- INSTRUCTIONS FOR THE TASK
Look through the records and copy each line that has "Damai" in it.

- RECORDS FOR THIS EXERCISE
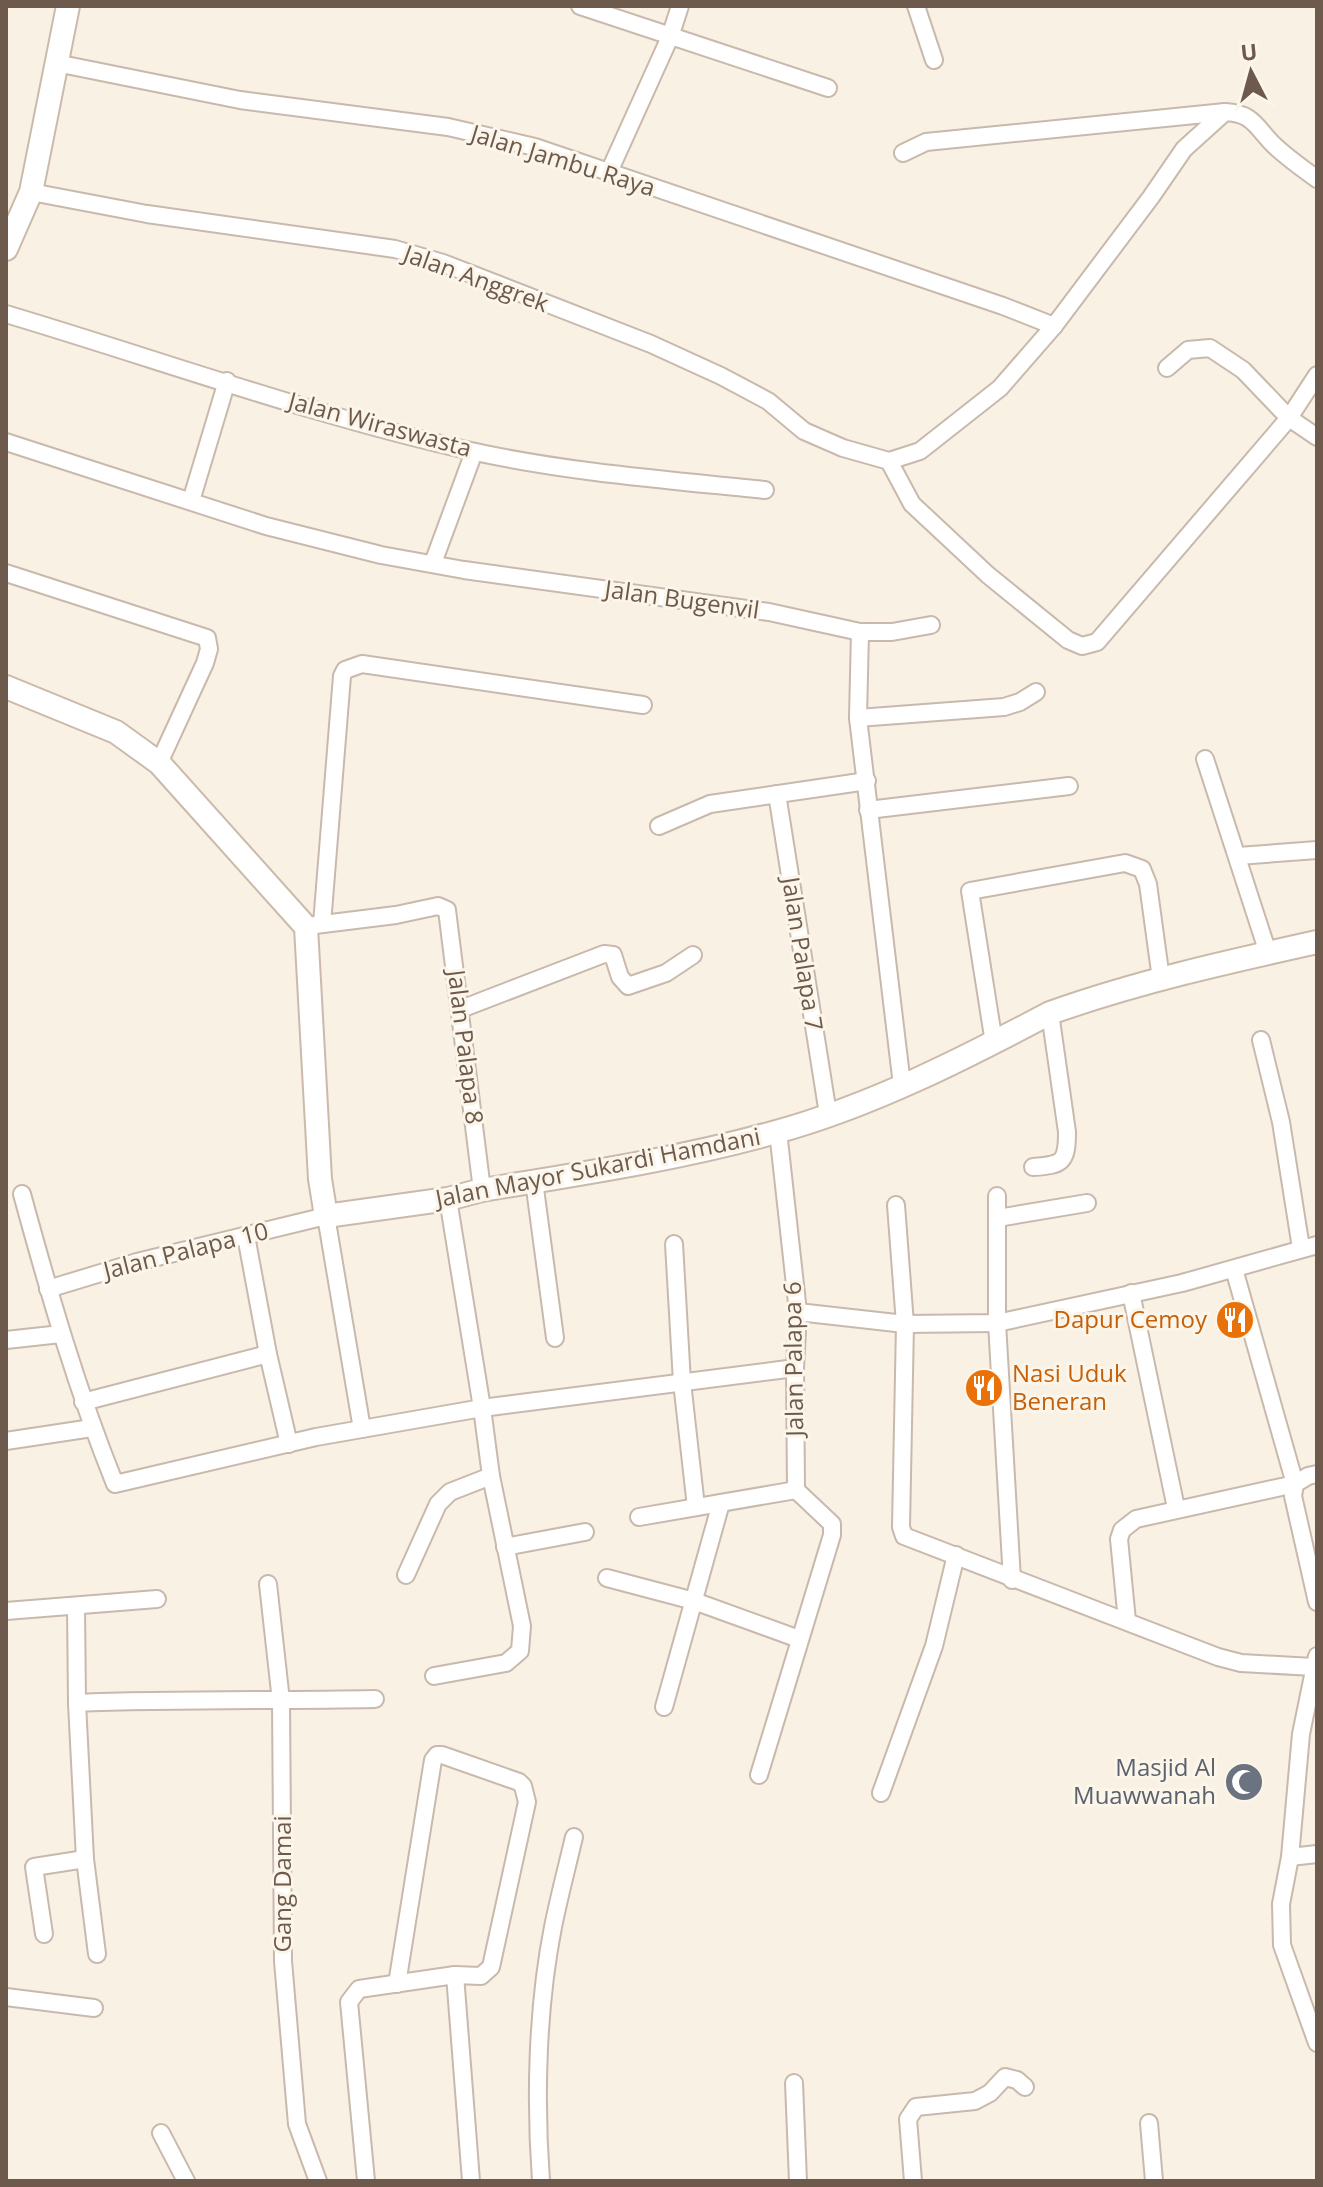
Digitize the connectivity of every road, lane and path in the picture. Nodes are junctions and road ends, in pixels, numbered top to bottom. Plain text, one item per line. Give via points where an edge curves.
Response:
1 (68, 6) edge
2 (580, 6) edge
3 (680, 6) edge
4 (916, 6) edge
5 (670, 37) junction
6 (934, 60) dead end
7 (56, 63) junction
8 (828, 88) dead end
9 (1225, 112) junction
10 (903, 153) dead end
11 (609, 172) junction
12 (1317, 179) edge
13 (31, 192) junction
14 (6, 249) edge
15 (6, 314) edge
16 (1054, 326) junction
17 (1167, 368) dead end
18 (1317, 375) edge
19 (227, 381) junction
20 (1289, 418) junction
21 (1317, 437) edge
22 (6, 442) edge
23 (474, 452) junction
24 (889, 461) junction
25 (765, 490) dead end
26 (191, 501) junction
27 (433, 563) junction
28 (6, 573) edge
29 (931, 625) dead end
30 (860, 632) junction
31 (6, 687) edge
32 (1036, 692) dead end
33 (643, 705) dead end
34 (858, 718) junction
35 (1205, 759) dead end
36 (159, 763) junction
37 (867, 781) junction
38 (1069, 786) dead end
39 (777, 794) junction
40 (868, 810) junction
41 (659, 826) dead end
42 (1317, 850) edge
43 (1238, 856) junction
44 (314, 925) junction
45 (1317, 942) edge
46 (1268, 953) junction
47 (693, 955) dead end
48 (1161, 979) junction
49 (461, 1009) junction
50 (1050, 1013) junction
51 (1261, 1040) dead end
52 (994, 1043) junction
53 (902, 1085) junction
54 (828, 1114) junction
55 (778, 1131) junction
56 (1033, 1167) dead end
57 (534, 1181) junction
58 (482, 1190) junction
59 (22, 1194) dead end
60 (997, 1196) dead end
61 (448, 1199) junction
62 (1087, 1203) dead end
63 (896, 1205) dead end
64 (326, 1216) junction
65 (998, 1218) junction
66 (246, 1236) junction
67 (674, 1244) dead end
68 (1309, 1246) edge
69 (1234, 1269) junction
70 (48, 1289) junction
71 (1131, 1293) junction
72 (798, 1312) junction
73 (997, 1323) junction
74 (905, 1324) junction
75 (61, 1334) junction
76 (555, 1338) dead end
77 (6, 1340) edge
78 (268, 1354) junction
79 (795, 1368) junction
80 (682, 1382) junction
81 (83, 1402) junction
82 (482, 1408) junction
83 (92, 1428) junction
84 (362, 1429) junction
85 (6, 1441) edge
86 (289, 1444) junction
87 (1317, 1474) edge
88 (491, 1476) junction
89 (1295, 1484) junction
90 (796, 1490) junction
91 (721, 1503) junction
92 (696, 1507) junction
93 (1176, 1508) junction
94 (639, 1517) dead end
95 (585, 1532) dead end
96 (505, 1547) junction
97 (956, 1555) junction
98 (406, 1575) dead end
99 (607, 1578) dead end
100 (1012, 1580) junction
101 (268, 1584) dead end
102 (157, 1599) dead end
103 (694, 1601) junction
104 (1317, 1602) edge
105 (76, 1606) junction
106 (6, 1611) edge
107 (1127, 1621) junction
108 (799, 1639) junction
109 (1315, 1662) edge
110 (434, 1676) dead end
111 (375, 1699) dead end
112 (281, 1701) junction
113 (77, 1703) junction
114 (664, 1707) dead end
115 (1309, 1731) edge
116 (759, 1775) dead end
117 (881, 1793) dead end
118 (574, 1837) dead end
119 (1317, 1854) edge
120 (1290, 1857) junction
121 (85, 1859) junction
122 (44, 1934) dead end
123 (97, 1954) dead end
124 (455, 1975) junction
125 (397, 1984) junction
126 (6, 1997) edge
127 (94, 2008) dead end
128 (1317, 2043) edge
129 (794, 2083) dead end
130 (1025, 2087) dead end
131 (1149, 2123) dead end
132 (161, 2133) dead end
133 (186, 2181) edge
134 (318, 2181) edge
135 (366, 2181) edge
136 (471, 2181) edge
137 (541, 2181) edge
138 (798, 2181) edge
139 (913, 2181) edge
140 (1154, 2181) edge

1 - 7 street
2 - 5 street
3 - 5 street
4 - 6 street
5 - 8 street
5 - 11 street
7 - 11 street, Jalan Jambu Raya via 240,100 448,127 535,147
7 - 13 street
9 - 10 street via 926,142
9 - 12 street via 1241,112
9 - 16 street via 1184,149
11 - 16 street, Jalan Jambu Raya
13 - 14 street
13 - 24 street, Jalan Anggrek via 395,249 443,263 651,344 768,401 804,431
15 - 19 street, Jalan Wiraswasta
16 - 24 street via 1000,388 920,451
17 - 20 street via 1188,350 1210,348 1243,370
18 - 20 street
19 - 23 street, Jalan Wiraswasta
19 - 26 street
20 - 21 street
20 - 24 street via 1097,642 1082,646 988,575 912,504
22 - 26 street, Jalan Bugenvil
23 - 25 street, Jalan Wiraswasta
23 - 27 street
26 - 27 street, Jalan Bugenvil via 328,543
27 - 30 street, Jalan Bugenvil via 769,612
28 - 36 street via 207,638 205,663
29 - 30 street, Jalan Bugenvil
30 - 34 street
31 - 36 street via 116,732
32 - 34 street via 1004,707
33 - 44 street via 362,664 345,670
34 - 37 street
35 - 43 street
36 - 44 street
37 - 39 street
37 - 40 street
38 - 40 street
39 - 41 street via 710,804
39 - 54 street, Jalan Palapa 7
40 - 53 street
42 - 43 street
43 - 46 street
44 - 49 street, Jalan Palapa 8 via 444,906
44 - 64 street via 320,1179
45 - 46 street, Jalan Mayor Sukardi Hamdani
46 - 48 street, Jalan Mayor Sukardi Hamdani
47 - 49 street via 666,973 628,986 613,955 604,954
48 - 50 street, Jalan Mayor Sukardi Hamdani
48 - 52 street via 1142,869 1125,863 970,891
49 - 58 street, Jalan Palapa 8
50 - 52 street, Jalan Mayor Sukardi Hamdani
50 - 56 street via 1067,1149 1059,1164
51 - 68 street
52 - 53 street, Jalan Mayor Sukardi Hamdani
53 - 54 street, Jalan Mayor Sukardi Hamdani
54 - 55 street, Jalan Mayor Sukardi Hamdani
55 - 57 street, Jalan Mayor Sukardi Hamdani via 693,1153
55 - 72 street, Jalan Palapa 6
57 - 58 street, Jalan Mayor Sukardi Hamdani
57 - 76 street
58 - 61 street, Jalan Mayor Sukardi Hamdani
59 - 70 street
60 - 65 street
61 - 64 street, Jalan Mayor Sukardi Hamdani
61 - 82 street
62 - 65 street
63 - 74 street
64 - 66 street, Jalan Palapa 10
64 - 84 street
65 - 73 street
66 - 70 street, Jalan Palapa 10
66 - 78 street
67 - 80 street
68 - 69 street
69 - 71 street
69 - 89 street
70 - 75 street
71 - 73 street
71 - 93 street
72 - 74 street
72 - 79 street, Jalan Palapa 6
73 - 74 street
73 - 100 street
74 - 97 street via 901,1527 904,1536
75 - 77 street
75 - 81 street
78 - 81 street
78 - 86 street
79 - 80 street
79 - 90 street, Jalan Palapa 6
80 - 82 street
80 - 92 street
81 - 83 street
82 - 84 street
82 - 88 street
83 - 85 street
83 - 86 street via 115,1484
84 - 86 street
87 - 89 street
88 - 96 street
88 - 98 street via 450,1492 438,1504
89 - 93 street
89 - 104 street via 1293,1496
90 - 91 street
90 - 108 street via 832,1524
91 - 92 street
91 - 103 street
92 - 94 street
93 - 107 street via 1136,1519 1122,1530
95 - 96 street
96 - 110 street via 522,1626 520,1651 506,1663
97 - 100 street
97 - 117 street via 934,1646
99 - 103 street
100 - 107 street
101 - 112 street, Gang Damai
102 - 105 street
103 - 108 street
103 - 114 street
105 - 106 street
105 - 113 street
107 - 109 street via 1241,1663
108 - 116 street
109 - 115 street
111 - 112 street
112 - 113 street
112 - 134 street, Gang Damai via 283,1961 297,2124
113 - 121 street
115 - 120 street
118 - 137 street via 552,1930 546,1985 537,2086
119 - 120 street
120 - 128 street via 1281,1904 1282,1945
121 - 122 street via 34,1867
121 - 123 street
124 - 125 street
124 - 125 street via 481,1976 491,1967 527,1802 519,1782 437,1755
124 - 136 street
125 - 135 street via 359,1989 349,2002
126 - 127 street
129 - 138 street
130 - 139 street via 1005,2077 975,2101 916,2107 908,2119
131 - 140 street
132 - 133 street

- EXERCISE ANSWER
101 - 112 street, Gang Damai
112 - 134 street, Gang Damai via 283,1961 297,2124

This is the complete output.